Robert Lopez in front of In front of St. Peter’s Basilica in Vatican City (Rome).

Robert Lopez in front of In front of St. Peter’s Basilica in Vatican City (Rome).

Robert Lopez’s dream to become a travel agent first took flight when he was just twelve. While walking to school in Los Angeles, Robert’s path took him around a corner and past the travel agency, Ships N’ Trips. Enthralled with the possibility of traveling to all the places advertised in the agency’s window, Robert eventually met an agent who showed him how to use a computer and told him all about life as a travel agent. Although he also considered a career as a chef, it seemed Robert’s destiny was already laid out for him when he decided to attend travel school and eventually accepted a job in reservations at United Airlines. Even as Robert began what would become a lengthy and successful career in the travel industry, he dreamed of opening his own business.

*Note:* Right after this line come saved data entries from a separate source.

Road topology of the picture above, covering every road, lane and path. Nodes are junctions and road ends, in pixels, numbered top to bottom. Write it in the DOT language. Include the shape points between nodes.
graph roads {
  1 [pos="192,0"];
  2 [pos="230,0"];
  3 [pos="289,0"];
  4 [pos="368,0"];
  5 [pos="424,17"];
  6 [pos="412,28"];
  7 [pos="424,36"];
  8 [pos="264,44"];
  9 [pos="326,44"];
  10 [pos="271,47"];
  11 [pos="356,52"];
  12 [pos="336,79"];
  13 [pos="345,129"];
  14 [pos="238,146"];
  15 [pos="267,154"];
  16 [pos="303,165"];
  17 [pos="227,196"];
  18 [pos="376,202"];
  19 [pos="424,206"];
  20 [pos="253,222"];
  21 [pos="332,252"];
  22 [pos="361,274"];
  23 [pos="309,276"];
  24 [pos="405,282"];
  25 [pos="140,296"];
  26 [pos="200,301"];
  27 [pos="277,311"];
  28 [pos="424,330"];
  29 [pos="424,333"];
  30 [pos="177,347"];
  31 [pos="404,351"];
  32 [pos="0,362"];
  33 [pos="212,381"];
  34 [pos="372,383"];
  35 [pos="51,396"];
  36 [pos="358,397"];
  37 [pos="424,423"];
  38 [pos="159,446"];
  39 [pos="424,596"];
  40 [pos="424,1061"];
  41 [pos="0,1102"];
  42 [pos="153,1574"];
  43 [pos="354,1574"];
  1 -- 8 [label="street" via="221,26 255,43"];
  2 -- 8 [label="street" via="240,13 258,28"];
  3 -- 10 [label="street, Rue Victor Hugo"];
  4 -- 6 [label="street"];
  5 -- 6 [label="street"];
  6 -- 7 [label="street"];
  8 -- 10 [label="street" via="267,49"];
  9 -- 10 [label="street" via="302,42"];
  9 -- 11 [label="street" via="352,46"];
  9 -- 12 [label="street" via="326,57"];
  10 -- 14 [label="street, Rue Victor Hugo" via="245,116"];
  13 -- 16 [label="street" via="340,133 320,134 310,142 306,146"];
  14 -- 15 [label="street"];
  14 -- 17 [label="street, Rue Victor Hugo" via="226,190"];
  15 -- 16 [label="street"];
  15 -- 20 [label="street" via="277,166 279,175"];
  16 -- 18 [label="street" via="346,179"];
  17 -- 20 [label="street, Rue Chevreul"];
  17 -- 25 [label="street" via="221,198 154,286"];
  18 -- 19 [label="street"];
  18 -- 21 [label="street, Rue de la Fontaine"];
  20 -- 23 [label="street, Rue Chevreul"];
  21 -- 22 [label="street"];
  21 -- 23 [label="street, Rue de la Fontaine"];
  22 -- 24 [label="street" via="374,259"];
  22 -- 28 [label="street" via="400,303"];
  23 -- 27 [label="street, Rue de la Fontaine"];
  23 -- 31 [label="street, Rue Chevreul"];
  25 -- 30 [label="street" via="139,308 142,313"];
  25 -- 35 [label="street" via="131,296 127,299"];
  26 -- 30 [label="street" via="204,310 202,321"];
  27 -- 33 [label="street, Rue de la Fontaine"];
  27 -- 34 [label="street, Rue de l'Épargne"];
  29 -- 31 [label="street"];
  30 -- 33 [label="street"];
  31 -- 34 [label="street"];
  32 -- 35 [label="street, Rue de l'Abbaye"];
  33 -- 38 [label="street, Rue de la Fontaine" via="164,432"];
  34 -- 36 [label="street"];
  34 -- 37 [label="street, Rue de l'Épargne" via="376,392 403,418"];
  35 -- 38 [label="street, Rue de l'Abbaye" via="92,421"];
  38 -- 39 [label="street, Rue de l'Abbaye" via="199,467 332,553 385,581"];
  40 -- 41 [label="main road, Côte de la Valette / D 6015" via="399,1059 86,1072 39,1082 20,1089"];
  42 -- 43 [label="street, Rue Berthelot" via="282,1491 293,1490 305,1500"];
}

Robert says it was his father who ultimately inspired him to work for himself, rather than for someone else. The right opportunity finally presented itself twenty years after Robert started his first job at United Airlines. Although Robert was hesitant at first, he decided to take the plunge in memory of his father who always encouraged him to persevere through his challenges.

Today, Robert proudly owns Freedom Travel agency—a place where he connects travelers with unforgettable experiences. A typical day begins at around 6:00 a.m. when Robert checks the weather forecast and news around the country to see if there are any delays ahead for his clients. Then he responds to emails, answers questions through his social media accounts, plans vacations and business trips, and handles all the other aspects of running a busy office such as balancing books, creating email blasts, and networking with potential clients. Before calling it a day, he once again checks news and weather. Robert, who has traveled to nearly twenty-five countries that include Amsterdam, Jamaica, El Salvador, The Netherlands, Belgium, Germany, and Hong Kong, relies on his own experiences to counsel his clients on the best places to visit and stay.

When Robert took the leap of faith to start his own business, he received one piece of advice he never forgot: to always be himself. It’s a goal he pledges to achieve daily. Since becoming an entrepreneur, Robert has worked hard to build his clientele, gained insight into all he is capable of accomplishing, brought balance into his life, and discovered his own sense of spirituality.

Robert advises anyone wanting to pursue their passion in life to make it a reality. “If it’s something you love to do and makes you happy inside—like it almost completes you—then don’t ever let the fire burn out. It may not happen early in life, but be sure to keep stoking the fire and seeking fulfillment.” Robert adds that owning a successful business is not just for him, but created and built upon every day in celebration of his father who taught him that all things are possible through hard work and a belief in himself.

All these years after he first walked past a travel agency in Los Angeles as a curious twelve-year-old boy, Robert is living proof that finding our passion in life is not as hard as we think. Sometimes it is just right around the corner. We just have to be intuitive enough to recognize it.

To learn more about Freedom Travel or to book your next travel adventure, visit http://www.freedomtravel.biz/.

 

Use Your Unique Gifts to Find Purpose

Everyone is born with an innate talent that makes them unique. Some people have the ability to be empathetic listeners. A few can listen to a song just once and then play it on the piano. Some can lead a company to achieve previously unimaginable success. Others can perform miracles in the operating room with tiny surgical instruments. Some have the talent for weaving a compelling tale that makes readers weep, laugh, or both. Truth be known, we are all gifted.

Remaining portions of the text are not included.